IECL defines Professional Organisational Coaches as those who are competent, confident and ethical. Coaching Supervision, along with ongoing professional development, coach mentoring and individual reflective practice, is an integral activity to achieve this professionalism.
Put bluntly, no matter how experienced and educated you are as a coach, you can never see the back of your own head. A coaching supervisor serves to ensure someone is checking your blind spots, as well as supporting your ongoing development in service of your coaching practice. Supervision can be a place for coaches to do their best thinking and reflection on practice.
When sourcing a coaching supervisor, it's essential to find someone who can provide you with the reflective space in which to explore your role as a coach. Here are some factors to consider when selecting a coaching supervisor:
Qualifications and Credentials - Look for a supervisor who is qualified and experienced in coaching supervision. They should hold relevant coaching certifications and ideally be accredited by a recognised coaching organisation. Additionally, they should hold certifications in Coaching Supervision, provided by a reputable coaching supervision training provider. Verify their credentials and check their background (and reputation) in the coaching industry.
Role Clarity - Coaching Supervision and Coach Mentoring are often mistaken for each other. Coach mentoring is around your application and skill in demonstrating coaching competencies, whereas coaching supervision is a reflective process based on coaching experiences and case studies. Ensure your supervisor understands the distinctions between the two roles, and is offering what you require.
Compatibility - Ensure that you have a good rapport with the supervisor. The relationship between the two of you should be built on trust, respect, and open communication. It's essential to feel comfortable discussing your coaching and any challenges with them.
Experience - Seek a supervisor who has substantial experience in the coaching field. They should have experience working with coaches from diverse backgrounds and coaching specialties. Their experience could align with your coaching niche or area of focus, although this is not required.
Supervision Style - Different supervisors have different styles and approaches to coaching supervision.
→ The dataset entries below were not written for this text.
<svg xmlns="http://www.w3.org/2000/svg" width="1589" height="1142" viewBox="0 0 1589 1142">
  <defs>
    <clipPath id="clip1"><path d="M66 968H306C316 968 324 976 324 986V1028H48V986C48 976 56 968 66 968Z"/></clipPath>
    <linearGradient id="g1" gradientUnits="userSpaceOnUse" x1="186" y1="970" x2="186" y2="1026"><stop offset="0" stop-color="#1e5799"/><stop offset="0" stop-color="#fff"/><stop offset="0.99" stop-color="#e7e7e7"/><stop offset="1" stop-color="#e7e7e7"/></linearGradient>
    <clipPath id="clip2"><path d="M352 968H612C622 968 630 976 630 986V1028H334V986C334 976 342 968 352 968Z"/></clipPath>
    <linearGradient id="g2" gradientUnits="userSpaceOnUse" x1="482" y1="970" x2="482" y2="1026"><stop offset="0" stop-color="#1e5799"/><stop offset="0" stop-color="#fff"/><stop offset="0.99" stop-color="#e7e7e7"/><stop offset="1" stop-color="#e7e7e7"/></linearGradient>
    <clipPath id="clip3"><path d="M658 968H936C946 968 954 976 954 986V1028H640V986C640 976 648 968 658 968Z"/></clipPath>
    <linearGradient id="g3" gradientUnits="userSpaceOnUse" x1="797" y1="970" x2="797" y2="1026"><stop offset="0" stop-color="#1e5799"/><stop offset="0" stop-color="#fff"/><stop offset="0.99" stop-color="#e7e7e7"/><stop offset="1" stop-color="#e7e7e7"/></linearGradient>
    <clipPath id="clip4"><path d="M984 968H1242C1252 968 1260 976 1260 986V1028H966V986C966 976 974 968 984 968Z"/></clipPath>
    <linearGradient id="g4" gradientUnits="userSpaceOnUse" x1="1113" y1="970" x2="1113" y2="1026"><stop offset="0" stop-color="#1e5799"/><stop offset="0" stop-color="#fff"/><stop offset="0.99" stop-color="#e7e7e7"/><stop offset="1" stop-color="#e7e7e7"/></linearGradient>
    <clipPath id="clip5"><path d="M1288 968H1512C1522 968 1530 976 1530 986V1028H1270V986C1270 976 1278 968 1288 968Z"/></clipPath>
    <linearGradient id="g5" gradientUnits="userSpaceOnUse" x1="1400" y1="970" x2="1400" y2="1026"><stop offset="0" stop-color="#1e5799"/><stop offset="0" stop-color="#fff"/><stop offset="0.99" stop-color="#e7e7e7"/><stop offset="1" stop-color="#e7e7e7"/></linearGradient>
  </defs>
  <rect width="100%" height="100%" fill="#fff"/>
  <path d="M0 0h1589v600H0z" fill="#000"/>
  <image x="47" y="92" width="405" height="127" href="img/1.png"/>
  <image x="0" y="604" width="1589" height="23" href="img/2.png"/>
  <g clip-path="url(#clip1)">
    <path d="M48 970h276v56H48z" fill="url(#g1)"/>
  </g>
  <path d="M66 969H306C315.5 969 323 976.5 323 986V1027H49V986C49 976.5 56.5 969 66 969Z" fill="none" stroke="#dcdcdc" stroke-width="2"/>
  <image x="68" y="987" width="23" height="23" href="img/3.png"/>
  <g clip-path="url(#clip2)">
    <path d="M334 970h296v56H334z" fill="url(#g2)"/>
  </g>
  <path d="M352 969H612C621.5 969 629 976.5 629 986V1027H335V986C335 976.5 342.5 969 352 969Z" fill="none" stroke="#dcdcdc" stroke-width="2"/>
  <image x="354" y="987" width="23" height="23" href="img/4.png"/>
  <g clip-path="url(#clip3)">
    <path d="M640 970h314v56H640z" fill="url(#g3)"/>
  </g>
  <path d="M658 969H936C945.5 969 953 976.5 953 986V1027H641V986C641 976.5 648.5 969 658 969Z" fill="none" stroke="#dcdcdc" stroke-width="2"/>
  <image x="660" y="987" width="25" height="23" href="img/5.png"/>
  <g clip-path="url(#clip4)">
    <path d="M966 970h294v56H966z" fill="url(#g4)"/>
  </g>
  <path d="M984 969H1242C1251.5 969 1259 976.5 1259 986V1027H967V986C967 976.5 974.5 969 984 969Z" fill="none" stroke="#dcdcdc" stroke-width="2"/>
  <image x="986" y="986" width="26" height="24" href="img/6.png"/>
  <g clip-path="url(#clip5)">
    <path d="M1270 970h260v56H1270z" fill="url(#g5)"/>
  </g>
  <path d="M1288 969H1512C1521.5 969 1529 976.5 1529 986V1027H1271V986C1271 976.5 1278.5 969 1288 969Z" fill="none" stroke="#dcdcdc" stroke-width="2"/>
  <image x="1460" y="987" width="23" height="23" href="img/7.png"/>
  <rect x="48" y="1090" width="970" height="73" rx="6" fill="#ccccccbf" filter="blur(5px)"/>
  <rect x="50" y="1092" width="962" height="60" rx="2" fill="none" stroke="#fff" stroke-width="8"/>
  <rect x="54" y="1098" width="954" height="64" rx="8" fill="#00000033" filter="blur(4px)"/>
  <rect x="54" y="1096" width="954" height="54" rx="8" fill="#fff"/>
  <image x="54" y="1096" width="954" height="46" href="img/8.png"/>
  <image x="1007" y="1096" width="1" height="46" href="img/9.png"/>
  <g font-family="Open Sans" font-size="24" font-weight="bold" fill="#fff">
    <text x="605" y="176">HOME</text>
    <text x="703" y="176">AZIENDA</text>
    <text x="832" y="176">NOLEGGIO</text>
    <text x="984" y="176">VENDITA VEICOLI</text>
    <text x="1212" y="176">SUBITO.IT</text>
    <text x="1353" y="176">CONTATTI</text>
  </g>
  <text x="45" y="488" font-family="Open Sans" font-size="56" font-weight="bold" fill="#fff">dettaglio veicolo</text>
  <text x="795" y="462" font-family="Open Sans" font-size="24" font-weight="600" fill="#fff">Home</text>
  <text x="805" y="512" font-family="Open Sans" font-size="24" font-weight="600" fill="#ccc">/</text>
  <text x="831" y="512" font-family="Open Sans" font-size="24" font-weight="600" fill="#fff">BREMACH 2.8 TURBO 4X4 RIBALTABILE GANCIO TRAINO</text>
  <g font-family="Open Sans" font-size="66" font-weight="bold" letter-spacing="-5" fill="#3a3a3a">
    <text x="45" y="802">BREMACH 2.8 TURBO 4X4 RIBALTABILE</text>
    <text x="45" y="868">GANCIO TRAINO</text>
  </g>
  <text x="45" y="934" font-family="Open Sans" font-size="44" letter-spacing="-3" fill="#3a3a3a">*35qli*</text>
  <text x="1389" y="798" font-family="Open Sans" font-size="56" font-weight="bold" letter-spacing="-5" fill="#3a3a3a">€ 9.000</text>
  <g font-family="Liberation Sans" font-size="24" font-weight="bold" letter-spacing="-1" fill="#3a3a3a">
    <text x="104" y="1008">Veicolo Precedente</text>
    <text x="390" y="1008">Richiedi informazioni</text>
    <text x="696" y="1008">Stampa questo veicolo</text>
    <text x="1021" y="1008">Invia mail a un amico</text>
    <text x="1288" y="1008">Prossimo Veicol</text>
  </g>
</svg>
Some may be more directive, while others may take a more facilitative or collaborative approach. Consider what style works best for you and your coaching practice.
Ethical Standards - A good supervisor should uphold high ethical standards. They should be knowledgeable about the ethical guidelines and standards of the coaching profession and ensure that you adhere to them in your practice.
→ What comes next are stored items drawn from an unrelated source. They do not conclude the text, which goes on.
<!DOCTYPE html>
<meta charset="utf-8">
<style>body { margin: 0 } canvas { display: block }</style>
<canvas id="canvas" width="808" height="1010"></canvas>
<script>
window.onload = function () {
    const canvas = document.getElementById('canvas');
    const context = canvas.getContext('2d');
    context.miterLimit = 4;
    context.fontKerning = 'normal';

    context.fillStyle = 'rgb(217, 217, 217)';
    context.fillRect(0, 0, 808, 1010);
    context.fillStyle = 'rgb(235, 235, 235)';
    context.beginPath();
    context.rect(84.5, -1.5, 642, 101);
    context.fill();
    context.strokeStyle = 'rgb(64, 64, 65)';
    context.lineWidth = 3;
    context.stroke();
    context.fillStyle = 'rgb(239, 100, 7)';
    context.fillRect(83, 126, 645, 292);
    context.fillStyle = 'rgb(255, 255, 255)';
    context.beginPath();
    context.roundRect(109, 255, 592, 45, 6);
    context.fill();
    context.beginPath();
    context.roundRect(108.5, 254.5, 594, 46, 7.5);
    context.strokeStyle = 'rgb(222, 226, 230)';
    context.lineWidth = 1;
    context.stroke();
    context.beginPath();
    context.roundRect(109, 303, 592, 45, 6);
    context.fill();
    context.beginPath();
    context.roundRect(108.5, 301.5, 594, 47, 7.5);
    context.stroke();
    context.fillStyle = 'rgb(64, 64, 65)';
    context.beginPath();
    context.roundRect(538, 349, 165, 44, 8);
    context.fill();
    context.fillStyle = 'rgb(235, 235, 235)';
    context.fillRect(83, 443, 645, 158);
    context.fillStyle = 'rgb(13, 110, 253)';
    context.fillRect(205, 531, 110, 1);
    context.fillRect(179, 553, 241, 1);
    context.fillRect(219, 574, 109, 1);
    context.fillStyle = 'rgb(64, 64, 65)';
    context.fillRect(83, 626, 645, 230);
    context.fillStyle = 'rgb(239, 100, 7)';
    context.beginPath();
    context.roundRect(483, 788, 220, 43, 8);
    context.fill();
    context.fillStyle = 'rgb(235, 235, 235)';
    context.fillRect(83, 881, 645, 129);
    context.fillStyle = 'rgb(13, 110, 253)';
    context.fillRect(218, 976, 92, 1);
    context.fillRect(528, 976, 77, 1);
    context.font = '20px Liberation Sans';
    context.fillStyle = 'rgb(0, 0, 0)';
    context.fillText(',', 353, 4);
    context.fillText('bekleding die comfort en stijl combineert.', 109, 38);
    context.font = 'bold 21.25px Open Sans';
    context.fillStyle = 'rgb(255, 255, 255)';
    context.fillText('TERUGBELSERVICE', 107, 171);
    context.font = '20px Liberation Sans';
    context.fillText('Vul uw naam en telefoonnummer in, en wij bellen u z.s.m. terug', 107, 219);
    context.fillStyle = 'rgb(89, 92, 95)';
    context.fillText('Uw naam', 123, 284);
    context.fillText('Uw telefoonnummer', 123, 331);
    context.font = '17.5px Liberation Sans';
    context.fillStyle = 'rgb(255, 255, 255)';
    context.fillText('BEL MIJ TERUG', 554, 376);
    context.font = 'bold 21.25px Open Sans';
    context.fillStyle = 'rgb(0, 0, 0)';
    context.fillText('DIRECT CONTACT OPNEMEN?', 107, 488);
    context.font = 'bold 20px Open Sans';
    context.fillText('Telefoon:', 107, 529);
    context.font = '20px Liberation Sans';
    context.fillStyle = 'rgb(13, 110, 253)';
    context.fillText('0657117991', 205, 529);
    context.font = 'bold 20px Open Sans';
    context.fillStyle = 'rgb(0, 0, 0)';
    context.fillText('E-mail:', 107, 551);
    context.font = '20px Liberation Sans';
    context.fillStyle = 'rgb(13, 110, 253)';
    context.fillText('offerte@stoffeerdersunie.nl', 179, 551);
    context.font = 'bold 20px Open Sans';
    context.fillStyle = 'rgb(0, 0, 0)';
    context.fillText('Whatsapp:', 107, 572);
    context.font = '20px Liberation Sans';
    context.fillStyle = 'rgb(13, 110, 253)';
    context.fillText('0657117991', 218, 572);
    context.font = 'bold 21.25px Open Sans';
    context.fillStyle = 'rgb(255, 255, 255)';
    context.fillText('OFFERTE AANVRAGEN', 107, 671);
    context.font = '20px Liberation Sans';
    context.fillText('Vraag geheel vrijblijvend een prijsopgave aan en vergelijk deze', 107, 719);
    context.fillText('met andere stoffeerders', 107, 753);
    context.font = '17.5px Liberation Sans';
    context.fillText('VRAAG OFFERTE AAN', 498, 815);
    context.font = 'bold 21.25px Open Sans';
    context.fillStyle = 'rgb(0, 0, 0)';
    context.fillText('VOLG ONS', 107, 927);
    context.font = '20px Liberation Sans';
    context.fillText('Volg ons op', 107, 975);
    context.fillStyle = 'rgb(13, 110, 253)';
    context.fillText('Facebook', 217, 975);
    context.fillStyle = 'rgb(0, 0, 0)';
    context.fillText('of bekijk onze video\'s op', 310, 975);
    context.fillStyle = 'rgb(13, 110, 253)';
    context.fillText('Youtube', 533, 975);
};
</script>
Continuing Education - Look for a supervisor who is committed to their own professional development, including ongoing coach education and their own supervision.
Supervision Process - Understand the supervisor's process for conducting supervision sessions. Consider how often and in what format (in-person, online, or over the phone, individual or group) sessions will occur.
Cost and Fees - Discuss the financial aspect of supervision, including the fees, payment schedule, and any additional costs. Make sure it fits within your budget.
References and Recommendations - Seek recommendations and references from other coaches who have worked with the supervisor. This can provide valuable insights into their effectiveness and professionalism.
Boundaries and Confidentiality - Ensure the supervisor maintains strict confidentiality and discusses the boundaries of the supervisory relationship. This is important to maintain trust and protect the integrity of the coaching process.
It's essential to take your time when selecting a coaching supervisor. Consider conducting interviews or initial consultation sessions with potential supervisors to get a sense of their coaching philosophy and style. Ultimately, the supervisor you choose should help you grow as a coach and enhance the quality of your coaching practice.
Some recommended questions to help you select an organisational coaching supervisor include:
Where and when did you complete your coach training?
Where and when did you complete your coaching supervision training?
How do you keep up to date with both of these?
How do you define coaching supervision?
How do you differentiate between coach mentoring and coaching supervision?
Which coaching code/s of ethics are you using to support the ethical dilemmas brought to you in supervision?
IECL recommends that you look for the blue IECL Coach Supervisor Training Credly badge, which means the supervisor has been trained by us.